Ricardo Gaona
Ricardo Gaona’s Parque Central was sparked from a non-working trip to Guatemala. There, he quickly ran into the city’s formidable array of street and park workers, many of them young children. “Because I wear cowboy boots every day, I was getting hit on to get my shoes shined eight to 10 times a day — mostly because I can’t say no,” he says. At a bar, Gaona listened to some patrons who argued that this labor force was a good thing for the country as it inculcated a good “work ethic” in its youth. During the resulting argument, a worker introduced himself and offered to connect Gaona with the kids. The resulting documentary begins with a wordless, 15-minute introduction of its Guatemalan characters — shoeshine boys, a girl selling braids, a shaved-ice vendor — getting ready for their day before converging at the title site in Antigua.
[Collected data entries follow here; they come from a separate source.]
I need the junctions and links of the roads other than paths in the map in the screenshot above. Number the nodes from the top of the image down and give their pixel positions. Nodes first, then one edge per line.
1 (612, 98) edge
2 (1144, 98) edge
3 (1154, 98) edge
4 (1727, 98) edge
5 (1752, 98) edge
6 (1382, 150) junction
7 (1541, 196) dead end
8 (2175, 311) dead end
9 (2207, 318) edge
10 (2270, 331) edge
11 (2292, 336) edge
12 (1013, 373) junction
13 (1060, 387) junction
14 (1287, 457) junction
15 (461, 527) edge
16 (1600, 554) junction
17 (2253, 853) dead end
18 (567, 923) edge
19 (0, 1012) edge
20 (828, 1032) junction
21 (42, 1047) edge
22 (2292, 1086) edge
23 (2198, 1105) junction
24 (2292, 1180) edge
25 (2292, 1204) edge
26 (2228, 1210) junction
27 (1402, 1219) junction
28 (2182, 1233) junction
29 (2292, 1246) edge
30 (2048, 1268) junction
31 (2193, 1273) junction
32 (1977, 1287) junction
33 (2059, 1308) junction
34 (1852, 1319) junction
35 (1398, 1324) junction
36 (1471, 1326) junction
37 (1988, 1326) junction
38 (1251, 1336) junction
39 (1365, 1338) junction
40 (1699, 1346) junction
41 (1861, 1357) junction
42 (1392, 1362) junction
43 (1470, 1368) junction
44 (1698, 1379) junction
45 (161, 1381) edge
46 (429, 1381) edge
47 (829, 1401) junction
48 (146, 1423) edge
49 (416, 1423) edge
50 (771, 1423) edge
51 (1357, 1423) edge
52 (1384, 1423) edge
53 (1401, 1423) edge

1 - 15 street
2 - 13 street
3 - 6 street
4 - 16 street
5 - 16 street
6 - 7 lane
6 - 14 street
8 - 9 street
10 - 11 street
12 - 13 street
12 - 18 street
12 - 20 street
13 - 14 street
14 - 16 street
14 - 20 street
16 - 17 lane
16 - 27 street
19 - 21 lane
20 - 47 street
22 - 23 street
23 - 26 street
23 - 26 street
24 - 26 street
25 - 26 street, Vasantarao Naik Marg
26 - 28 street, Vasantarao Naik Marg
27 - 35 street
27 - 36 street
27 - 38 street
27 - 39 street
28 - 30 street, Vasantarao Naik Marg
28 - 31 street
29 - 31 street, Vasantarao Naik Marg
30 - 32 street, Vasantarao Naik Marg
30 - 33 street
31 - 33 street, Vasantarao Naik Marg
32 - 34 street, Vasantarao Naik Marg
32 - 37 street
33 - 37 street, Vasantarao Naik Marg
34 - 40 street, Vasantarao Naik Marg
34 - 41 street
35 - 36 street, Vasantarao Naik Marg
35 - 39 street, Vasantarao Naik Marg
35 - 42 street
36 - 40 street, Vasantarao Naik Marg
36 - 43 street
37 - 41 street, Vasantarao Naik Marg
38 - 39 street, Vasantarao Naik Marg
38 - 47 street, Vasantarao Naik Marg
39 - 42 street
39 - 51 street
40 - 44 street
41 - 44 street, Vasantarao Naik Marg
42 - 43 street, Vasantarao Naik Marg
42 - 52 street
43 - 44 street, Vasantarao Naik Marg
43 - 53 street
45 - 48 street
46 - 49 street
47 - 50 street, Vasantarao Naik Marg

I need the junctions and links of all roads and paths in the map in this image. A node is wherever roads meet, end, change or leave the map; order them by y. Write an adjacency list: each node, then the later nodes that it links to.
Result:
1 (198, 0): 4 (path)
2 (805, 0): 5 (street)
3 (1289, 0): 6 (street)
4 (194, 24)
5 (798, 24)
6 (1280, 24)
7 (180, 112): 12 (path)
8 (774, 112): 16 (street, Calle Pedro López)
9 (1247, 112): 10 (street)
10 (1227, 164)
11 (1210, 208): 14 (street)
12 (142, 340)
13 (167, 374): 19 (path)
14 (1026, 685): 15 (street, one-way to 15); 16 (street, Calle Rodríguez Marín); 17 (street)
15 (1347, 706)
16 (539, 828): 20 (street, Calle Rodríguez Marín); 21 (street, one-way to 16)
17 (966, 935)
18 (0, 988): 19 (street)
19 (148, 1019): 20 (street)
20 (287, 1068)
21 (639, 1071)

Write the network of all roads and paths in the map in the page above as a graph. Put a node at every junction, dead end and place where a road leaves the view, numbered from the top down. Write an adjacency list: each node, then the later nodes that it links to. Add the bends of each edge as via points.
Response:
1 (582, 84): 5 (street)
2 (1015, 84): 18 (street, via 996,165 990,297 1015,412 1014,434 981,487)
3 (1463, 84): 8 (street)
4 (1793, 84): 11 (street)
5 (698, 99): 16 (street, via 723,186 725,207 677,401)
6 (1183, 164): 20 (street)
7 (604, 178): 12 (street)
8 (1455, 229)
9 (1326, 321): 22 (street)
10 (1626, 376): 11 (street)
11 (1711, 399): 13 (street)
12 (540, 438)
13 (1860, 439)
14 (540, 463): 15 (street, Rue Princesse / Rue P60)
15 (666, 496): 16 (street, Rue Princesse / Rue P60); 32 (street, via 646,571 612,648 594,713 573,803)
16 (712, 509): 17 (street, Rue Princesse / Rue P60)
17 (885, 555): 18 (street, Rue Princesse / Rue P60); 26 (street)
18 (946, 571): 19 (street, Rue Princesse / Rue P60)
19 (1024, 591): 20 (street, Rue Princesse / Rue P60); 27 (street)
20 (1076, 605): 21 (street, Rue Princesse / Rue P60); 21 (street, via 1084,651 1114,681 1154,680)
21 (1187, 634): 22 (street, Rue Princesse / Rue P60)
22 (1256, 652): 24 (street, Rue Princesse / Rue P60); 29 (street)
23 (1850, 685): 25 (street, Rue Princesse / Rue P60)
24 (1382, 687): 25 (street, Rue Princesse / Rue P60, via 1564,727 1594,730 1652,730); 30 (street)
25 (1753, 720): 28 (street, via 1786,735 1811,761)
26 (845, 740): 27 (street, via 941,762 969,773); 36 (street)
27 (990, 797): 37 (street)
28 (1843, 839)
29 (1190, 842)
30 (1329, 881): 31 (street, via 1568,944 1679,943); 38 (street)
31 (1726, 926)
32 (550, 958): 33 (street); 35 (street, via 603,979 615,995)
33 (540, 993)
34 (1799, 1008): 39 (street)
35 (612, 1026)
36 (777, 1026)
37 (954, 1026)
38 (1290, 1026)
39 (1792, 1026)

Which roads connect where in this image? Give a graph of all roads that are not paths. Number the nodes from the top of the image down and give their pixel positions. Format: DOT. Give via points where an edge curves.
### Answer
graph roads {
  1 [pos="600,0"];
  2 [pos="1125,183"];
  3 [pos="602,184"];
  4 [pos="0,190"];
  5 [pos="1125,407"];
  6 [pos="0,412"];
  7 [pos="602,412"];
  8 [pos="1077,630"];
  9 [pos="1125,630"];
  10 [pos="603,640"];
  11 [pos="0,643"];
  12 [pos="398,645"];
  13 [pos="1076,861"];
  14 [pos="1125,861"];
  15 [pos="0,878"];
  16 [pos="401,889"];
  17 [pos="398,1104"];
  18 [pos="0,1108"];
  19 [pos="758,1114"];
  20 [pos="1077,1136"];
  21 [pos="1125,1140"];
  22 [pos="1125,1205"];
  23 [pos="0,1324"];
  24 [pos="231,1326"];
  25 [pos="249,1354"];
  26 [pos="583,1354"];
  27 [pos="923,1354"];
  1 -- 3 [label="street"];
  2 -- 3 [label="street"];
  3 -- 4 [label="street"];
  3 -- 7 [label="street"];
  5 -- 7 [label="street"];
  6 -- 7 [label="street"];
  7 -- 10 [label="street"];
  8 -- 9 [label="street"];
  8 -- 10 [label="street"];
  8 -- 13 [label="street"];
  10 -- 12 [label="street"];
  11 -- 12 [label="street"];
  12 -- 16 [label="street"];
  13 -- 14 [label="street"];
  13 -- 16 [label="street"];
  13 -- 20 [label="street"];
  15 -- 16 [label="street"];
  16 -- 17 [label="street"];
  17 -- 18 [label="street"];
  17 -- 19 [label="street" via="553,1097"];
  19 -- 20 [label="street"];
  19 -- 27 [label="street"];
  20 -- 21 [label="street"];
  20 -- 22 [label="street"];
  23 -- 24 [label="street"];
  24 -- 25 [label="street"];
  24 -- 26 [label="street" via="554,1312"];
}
The remaining hour of the brisk, experiential and formidably well-shot (by editor/DP/producer Sean Gillane) documentary likewise mostly eschews words and overt angry sentiments for an immersively stitched-together day-in the-life of the tourist paradise’s most necessarily canny subsistence laborers.
Parque Central isn’t technically Gaona’s first film. Born in Los Angeles to an immigrant mother from Palestine’s Armenian quarter and a Mexican father born in St. Louis, Gaona’s path to this film included time at UCLA, stints working as a PA on music videos and a decade as a personal assistant. During that time, he also made a short film, The Suit, which “started off as this cute little thing that I thought could be done and” (at the DP’s insistence) “turned into two five-ton trucks” and a 50-person crew; as a result, postproduction was skimped on. The short showed at the Cannes Short Film Corner, but Gaona couldn’t afford to attend.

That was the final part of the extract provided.